Leudast spat. “That for efficiency.” Back before the war heated up to its present boil, he never would have dared do such a thing, for fear of Swemmel’s inspectors. But they couldn’t condemn him to much worse than what he’d already had: something more than a year of fighting the Algarvians.

He’d shocked Aldrian--he could see as much. “Where would we be if everyone said that?” the youngster asked.

He’d intended it for a rhetorical question. Leudast wasn’t long on rhetoric, and so he answered it anyway: “Where would we be? About where we are anyhow, I expect.” He looked a challenge toward Aldrian, defying the recruit to disagree with him.

Aldrian opened his mouth, then closed it again. “Good fellow,” Leudast told him. “If you live, you’ll learn.”


Once upon a time, the neighborhood through which Bembo and Oraste strolled had been among the better ones in Gromheort. It still showed faint signs of that, as a desperately ill woman of fifty-five might show signs of having been a beauty at twenty. Nothing in Gromheort was very prepossessing these days. Bembo said, “I hate this place.”

Oraste yawned in his face. “So what? There are plenty of places where you’d do a lot more than hate ‘em. Sulingen, for instance. Set Gromheort next to Sulingen and it doesn’t look so bad, you know that?”
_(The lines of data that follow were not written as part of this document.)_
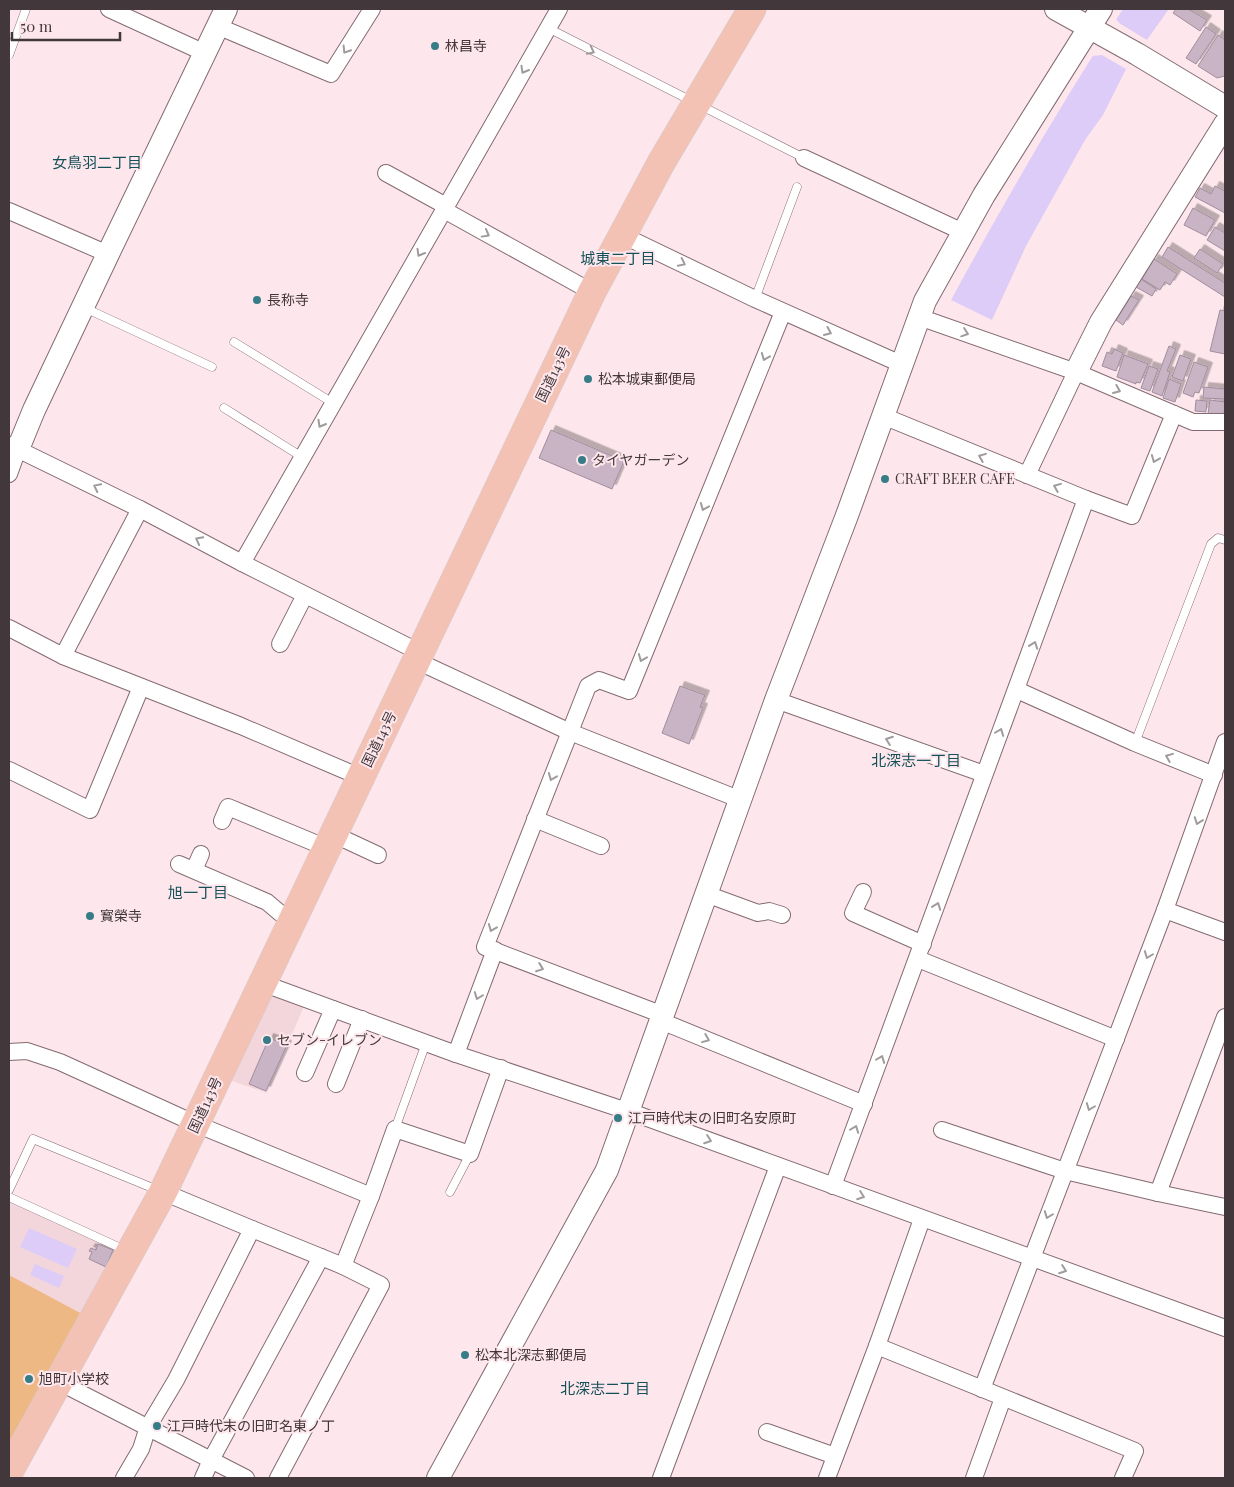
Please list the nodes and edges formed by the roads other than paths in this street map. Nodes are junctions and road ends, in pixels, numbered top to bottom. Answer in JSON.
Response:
{"nodes":[{"id":1,"x":26,"y":9,"type":"edge"},
{"id":2,"x":109,"y":9,"type":"edge"},
{"id":3,"x":372,"y":9,"type":"edge"},
{"id":4,"x":559,"y":9,"type":"edge"},
{"id":5,"x":752,"y":9,"type":"edge"},
{"id":6,"x":1056,"y":9,"type":"edge"},
{"id":7,"x":1101,"y":9,"type":"edge"},
{"id":8,"x":222,"y":17,"type":"edge"},
{"id":9,"x":548,"y":28,"type":"junction"},
{"id":10,"x":1097,"y":32,"type":"junction"},
{"id":11,"x":205,"y":53,"type":"junction"},
{"id":12,"x":9,"y":55,"type":"edge"},
{"id":13,"x":696,"y":104,"type":"junction"},
{"id":14,"x":1225,"y":107,"type":"edge"},
{"id":15,"x":1225,"y":124,"type":"edge"},
{"id":16,"x":804,"y":158,"type":"joint"},
{"id":17,"x":386,"y":174,"type":"dead end"},
{"id":18,"x":797,"y":187,"type":"dead end"},
{"id":19,"x":445,"y":208,"type":"junction"},
{"id":20,"x":9,"y":211,"type":"edge"},
{"id":21,"x":963,"y":232,"type":"junction"},
{"id":22,"x":622,"y":234,"type":"junction"},
{"id":23,"x":108,"y":254,"type":"junction"},
{"id":24,"x":592,"y":292,"type":"junction"},
{"id":25,"x":755,"y":299,"type":"junction"},
{"id":26,"x":83,"y":308,"type":"junction"},
{"id":27,"x":783,"y":312,"type":"junction"},
{"id":28,"x":919,"y":317,"type":"junction"},
{"id":29,"x":234,"y":342,"type":"dead end"},
{"id":30,"x":902,"y":364,"type":"junction"},
{"id":31,"x":212,"y":367,"type":"dead end"},
{"id":32,"x":1076,"y":372,"type":"junction"},
{"id":33,"x":333,"y":403,"type":"junction"},
{"id":34,"x":224,"y":408,"type":"dead end"},
{"id":35,"x":1174,"y":414,"type":"junction"},
{"id":36,"x":882,"y":416,"type":"junction"},
{"id":37,"x":1225,"y":422,"type":"edge"},
{"id":38,"x":13,"y":447,"type":"edge"},
{"id":39,"x":302,"y":457,"type":"junction"},
{"id":40,"x":9,"y":474,"type":"edge"},
{"id":41,"x":1027,"y":475,"type":"junction"},
{"id":42,"x":1086,"y":499,"type":"junction"},
{"id":43,"x":140,"y":509,"type":"junction"},
{"id":44,"x":1225,"y":540,"type":"edge"},
{"id":45,"x":242,"y":563,"type":"junction"},
{"id":46,"x":306,"y":595,"type":"junction"},
{"id":47,"x":9,"y":628,"type":"edge"},
{"id":48,"x":280,"y":644,"type":"dead end"},
{"id":49,"x":63,"y":656,"type":"junction"},
{"id":50,"x":419,"y":657,"type":"junction"},
{"id":51,"x":142,"y":687,"type":"junction"},
{"id":52,"x":1017,"y":690,"type":"junction"},
{"id":53,"x":776,"y":700,"type":"junction"},
{"id":54,"x":570,"y":732,"type":"junction"},
{"id":55,"x":1225,"y":742,"type":"edge"},
{"id":56,"x":1134,"y":743,"type":"junction"},
{"id":57,"x":9,"y":770,"type":"edge"},
{"id":58,"x":984,"y":774,"type":"junction"},
{"id":59,"x":1214,"y":775,"type":"junction"},
{"id":60,"x":360,"y":777,"type":"junction"},
{"id":61,"x":741,"y":800,"type":"junction"},
{"id":62,"x":223,"y":810,"type":"dead end"},
{"id":63,"x":535,"y":819,"type":"junction"},
{"id":64,"x":330,"y":841,"type":"junction"},
{"id":65,"x":601,"y":846,"type":"dead end"},
{"id":66,"x":201,"y":854,"type":"dead end"},
{"id":67,"x":378,"y":855,"type":"dead end"},
{"id":68,"x":863,"y":892,"type":"dead end"},
{"id":69,"x":706,"y":894,"type":"junction"},
{"id":70,"x":1166,"y":910,"type":"junction"},
{"id":71,"x":782,"y":915,"type":"dead end"},
{"id":72,"x":293,"y":920,"type":"junction"},
{"id":73,"x":1225,"y":932,"type":"edge"},
{"id":74,"x":495,"y":950,"type":"junction"},
{"id":75,"x":920,"y":952,"type":"junction"},
{"id":76,"x":262,"y":983,"type":"junction"},
{"id":77,"x":333,"y":1009,"type":"junction"},
{"id":78,"x":1225,"y":1017,"type":"edge"},
{"id":79,"x":662,"y":1018,"type":"junction"},
{"id":80,"x":362,"y":1019,"type":"junction"},
{"id":81,"x":1116,"y":1039,"type":"junction"},
{"id":82,"x":426,"y":1043,"type":"junction"},
{"id":83,"x":9,"y":1052,"type":"edge"},
{"id":84,"x":456,"y":1054,"type":"junction"},
{"id":85,"x":501,"y":1068,"type":"junction"},
{"id":86,"x":305,"y":1073,"type":"dead end"},
{"id":87,"x":336,"y":1084,"type":"dead end"},
{"id":88,"x":864,"y":1104,"type":"junction"},
{"id":89,"x":629,"y":1112,"type":"junction"},
{"id":90,"x":196,"y":1124,"type":"junction"},
{"id":91,"x":394,"y":1129,"type":"junction"},
{"id":92,"x":942,"y":1130,"type":"dead end"},
{"id":93,"x":470,"y":1154,"type":"junction"},
{"id":94,"x":778,"y":1166,"type":"junction"},
{"id":95,"x":1065,"y":1171,"type":"junction"},
{"id":96,"x":833,"y":1186,"type":"junction"},
{"id":97,"x":9,"y":1190,"type":"edge"},
{"id":98,"x":163,"y":1192,"type":"junction"},
{"id":99,"x":450,"y":1192,"type":"dead end"},
{"id":100,"x":1158,"y":1193,"type":"junction"},
{"id":101,"x":371,"y":1196,"type":"junction"},
{"id":102,"x":9,"y":1197,"type":"edge"},
{"id":103,"x":1225,"y":1207,"type":"edge"},
{"id":104,"x":922,"y":1219,"type":"junction"},
{"id":105,"x":252,"y":1229,"type":"junction"},
{"id":106,"x":130,"y":1252,"type":"junction"},
{"id":107,"x":320,"y":1256,"type":"junction"},
{"id":108,"x":1032,"y":1259,"type":"junction"},
{"id":109,"x":343,"y":1266,"type":"junction"},
{"id":110,"x":1225,"y":1328,"type":"edge"},
{"id":111,"x":877,"y":1346,"type":"junction"},
{"id":112,"x":59,"y":1382,"type":"junction"},
{"id":113,"x":982,"y":1388,"type":"junction"},
{"id":114,"x":1003,"y":1398,"type":"junction"},
{"id":115,"x":148,"y":1427,"type":"junction"},
{"id":116,"x":766,"y":1432,"type":"dead end"},
{"id":117,"x":835,"y":1456,"type":"junction"},
{"id":118,"x":211,"y":1460,"type":"junction"},
{"id":119,"x":9,"y":1472,"type":"edge"},
{"id":120,"x":124,"y":1478,"type":"edge"},
{"id":121,"x":203,"y":1478,"type":"edge"},
{"id":122,"x":246,"y":1478,"type":"edge"},
{"id":123,"x":278,"y":1478,"type":"edge"},
{"id":124,"x":438,"y":1478,"type":"edge"},
{"id":125,"x":661,"y":1478,"type":"edge"},
{"id":126,"x":827,"y":1478,"type":"edge"},
{"id":127,"x":974,"y":1478,"type":"edge"},
{"id":128,"x":1123,"y":1478,"type":"edge"}],
"edges":[{"from":1,"to":12,"type":"lane"},
{"from":2,"to":11,"type":"street"},
{"from":3,"to":8,"type":"street","one_way":true},
{"from":4,"to":9,"type":"street"},
{"from":5,"to":13,"type":"highway","name":"国道143号"},
{"from":6,"to":10,"type":"street"},
{"from":7,"to":10,"type":"street"},
{"from":8,"to":11,"type":"street"},
{"from":9,"to":13,"type":"lane","one_way":true},
{"from":9,"to":19,"type":"street","one_way":true},
{"from":10,"to":14,"type":"street"},
{"from":10,"to":21,"type":"street"},
{"from":11,"to":23,"type":"street"},
{"from":13,"to":16,"type":"lane"},
{"from":13,"to":22,"type":"highway","name":"国道143号"},
{"from":15,"to":32,"type":"street"},
{"from":16,"to":21,"type":"street"},
{"from":17,"to":19,"type":"street"},
{"from":18,"to":25,"type":"lane"},
{"from":19,"to":24,"type":"street","one_way":true},
{"from":19,"to":33,"type":"street","one_way":true},
{"from":20,"to":23,"type":"street"},
{"from":21,"to":28,"type":"street"},
{"from":22,"to":24,"type":"highway","name":"国道143号"},
{"from":22,"to":25,"type":"street","one_way":true},
{"from":23,"to":26,"type":"street"},
{"from":24,"to":50,"type":"highway","name":"国道143号"},
{"from":25,"to":27,"type":"street"},
{"from":26,"to":31,"type":"lane"},
{"from":26,"to":38,"type":"street"},
{"from":27,"to":30,"type":"street","one_way":true},
{"from":27,"to":54,"type":"street","one_way":true},
{"from":28,"to":30,"type":"street"},
{"from":28,"to":32,"type":"street","one_way":true},
{"from":29,"to":33,"type":"lane"},
{"from":30,"to":36,"type":"street"},
{"from":32,"to":35,"type":"street","one_way":true},
{"from":32,"to":41,"type":"street"},
{"from":33,"to":39,"type":"street","one_way":true},
{"from":34,"to":39,"type":"lane"},
{"from":35,"to":37,"type":"street"},
{"from":35,"to":42,"type":"street","one_way":true},
{"from":41,"to":36,"type":"street","one_way":true},
{"from":36,"to":53,"type":"street"},
{"from":38,"to":40,"type":"street"},
{"from":43,"to":38,"type":"street","one_way":true},
{"from":39,"to":45,"type":"street"},
{"from":42,"to":41,"type":"street","one_way":true},
{"from":52,"to":42,"type":"street","one_way":true},
{"from":45,"to":43,"type":"street","one_way":true},
{"from":43,"to":49,"type":"street"},
{"from":44,"to":56,"type":"lane"},
{"from":45,"to":46,"type":"street"},
{"from":46,"to":48,"type":"street"},
{"from":46,"to":50,"type":"street"},
{"from":47,"to":49,"type":"street"},
{"from":49,"to":51,"type":"street"},
{"from":50,"to":54,"type":"street"},
{"from":50,"to":60,"type":"highway","name":"国道143号"},
{"from":51,"to":57,"type":"street"},
{"from":51,"to":60,"type":"street"},
{"from":52,"to":56,"type":"street"},
{"from":58,"to":52,"type":"street","one_way":true},
{"from":58,"to":53,"type":"street","one_way":true},
{"from":53,"to":61,"type":"street"},
{"from":54,"to":61,"type":"street"},
{"from":54,"to":63,"type":"street","one_way":true},
{"from":55,"to":59,"type":"street"},
{"from":59,"to":56,"type":"street","one_way":true},
{"from":75,"to":58,"type":"street","one_way":true},
{"from":59,"to":70,"type":"street","one_way":true},
{"from":60,"to":64,"type":"highway","name":"国道143号"},
{"from":61,"to":69,"type":"street"},
{"from":62,"to":64,"type":"street"},
{"from":63,"to":65,"type":"street"},
{"from":63,"to":74,"type":"street","one_way":true},
{"from":64,"to":67,"type":"street"},
{"from":64,"to":72,"type":"highway","name":"国道143号"},
{"from":66,"to":72,"type":"street"},
{"from":68,"to":75,"type":"street"},
{"from":69,"to":71,"type":"street"},
{"from":69,"to":79,"type":"street"},
{"from":70,"to":73,"type":"street"},
{"from":70,"to":81,"type":"street","one_way":true},
{"from":72,"to":76,"type":"highway","name":"国道143号"},
{"from":74,"to":79,"type":"street","one_way":true},
{"from":74,"to":84,"type":"street","one_way":true},
{"from":75,"to":81,"type":"street"},
{"from":88,"to":75,"type":"street","one_way":true},
{"from":76,"to":77,"type":"street"},
{"from":76,"to":90,"type":"highway","name":"国道143号"},
{"from":77,"to":80,"type":"street"},
{"from":77,"to":86,"type":"street"},
{"from":78,"to":100,"type":"street"},
{"from":79,"to":88,"type":"street","one_way":true},
{"from":79,"to":89,"type":"street"},
{"from":80,"to":82,"type":"street"},
{"from":80,"to":87,"type":"street"},
{"from":81,"to":95,"type":"street","one_way":true},
{"from":82,"to":84,"type":"street"},
{"from":82,"to":91,"type":"lane"},
{"from":83,"to":90,"type":"street"},
{"from":84,"to":85,"type":"street"},
{"from":85,"to":89,"type":"street"},
{"from":85,"to":93,"type":"street"},
{"from":96,"to":88,"type":"street","one_way":true},
{"from":89,"to":94,"type":"street","one_way":true},
{"from":89,"to":124,"type":"street"},
{"from":90,"to":98,"type":"highway","name":"国道143号"},
{"from":90,"to":101,"type":"street"},
{"from":91,"to":93,"type":"street"},
{"from":91,"to":101,"type":"street"},
{"from":92,"to":95,"type":"street"},
{"from":93,"to":99,"type":"lane"},
{"from":94,"to":96,"type":"street"},
{"from":94,"to":125,"type":"street"},
{"from":95,"to":100,"type":"street"},
{"from":95,"to":108,"type":"street","one_way":true},
{"from":96,"to":104,"type":"street","one_way":true},
{"from":97,"to":98,"type":"lane"},
{"from":98,"to":105,"type":"street"},
{"from":98,"to":106,"type":"highway","name":"国道143号"},
{"from":100,"to":103,"type":"street"},
{"from":101,"to":109,"type":"street"},
{"from":102,"to":106,"type":"lane"},
{"from":104,"to":108,"type":"street"},
{"from":104,"to":111,"type":"street"},
{"from":105,"to":107,"type":"street"},
{"from":105,"to":115,"type":"street"},
{"from":106,"to":112,"type":"highway","name":"国道143号"},
{"from":107,"to":109,"type":"street"},
{"from":107,"to":118,"type":"street"},
{"from":108,"to":110,"type":"street","one_way":true},
{"from":108,"to":113,"type":"street"},
{"from":109,"to":123,"type":"street"},
{"from":111,"to":113,"type":"street"},
{"from":111,"to":117,"type":"street"},
{"from":112,"to":115,"type":"street"},
{"from":112,"to":119,"type":"highway","name":"国道143号"},
{"from":113,"to":114,"type":"street"},
{"from":114,"to":127,"type":"street"},
{"from":114,"to":128,"type":"street"},
{"from":115,"to":118,"type":"street"},
{"from":115,"to":120,"type":"street"},
{"from":116,"to":117,"type":"street"},
{"from":117,"to":126,"type":"street"},
{"from":118,"to":121,"type":"street"},
{"from":118,"to":122,"type":"street"}]}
“Set anything next to Sulingen and it doesn’t look so bad,” Bembo said with a shudder. “That doesn’t make Gromheort look good. Nothing would make Gromheort look good.”

“Doesn’t seem like anything will make you quit bellyaching, either, does it?” Oraste said.

“Oh, shut up,” Bembo snarled, nettled enough to forget that Oraste wouldn’t have a lot of trouble breaking him in two. A Forthwegian--a middle-aged man, his neat beard going gray--was walking along across the street with his head turned toward the constables. “What’s so fornicating funny?” Bembo yelled at him.

“Nothing in Gromheort is funny these days,” the Forthwegian answered in Algarvian almost as fluent as the constable’s.

Bembo set hands on hips and sent Oraste a triumphant look. “There? You see? Even a Forthwegian can tell.”

The other constable gestured dismissively. “What does he know about it? He’s not going to want to give us a bouquet any which way.” He glowered at the Forthwegian. “What in blazes do you know about how things are, anyway?”

Bembo expected the local to duck his head and make himself scarce. That was what he would have done in the face of a couple of occupiers. It was what most sensible Forthwegians did. And, indeed, the fellow started to do just that.

But then, as if arguing with himself, he shook his head and strode across the cobbles toward Bembo and Oraste. “Do you want me to tell you what I know, gentlemen? I can do that, if you care to listen.”

“Is he nuts?” Oraste whispered to Bembo.

“I don’t know,” Bembo whispered back. The Forthwegian wasn’t acting strange, except for being willing to speak his mind. But, in Gromheort, that was pretty strange in and of itself. Bembo let his right hand fall to the stick he wore on his belt. He raised his voice a little. “That’s close enough, pal.”

The Forthwegian not only stopped, he bowed, almost as if he were an Algarvian himself. He laughed, and his laugh was harsh and bitter. “I am not a dangerous madman. It is a tempting role, but not one I can play. There are times I wish I could, believe you me.”

That was fancy talk. It did nothing for Oraste. He rumbled, “Come to the point or get lost.”

With another bow, the Forthwegian said, “I shall. My nephew beat my son to death with a chair, and nobody did a thing about it. Nobody will do a thing about it. I have no chance of getting anybody to do anything about it, either. Should I think all is well in Gromheort?”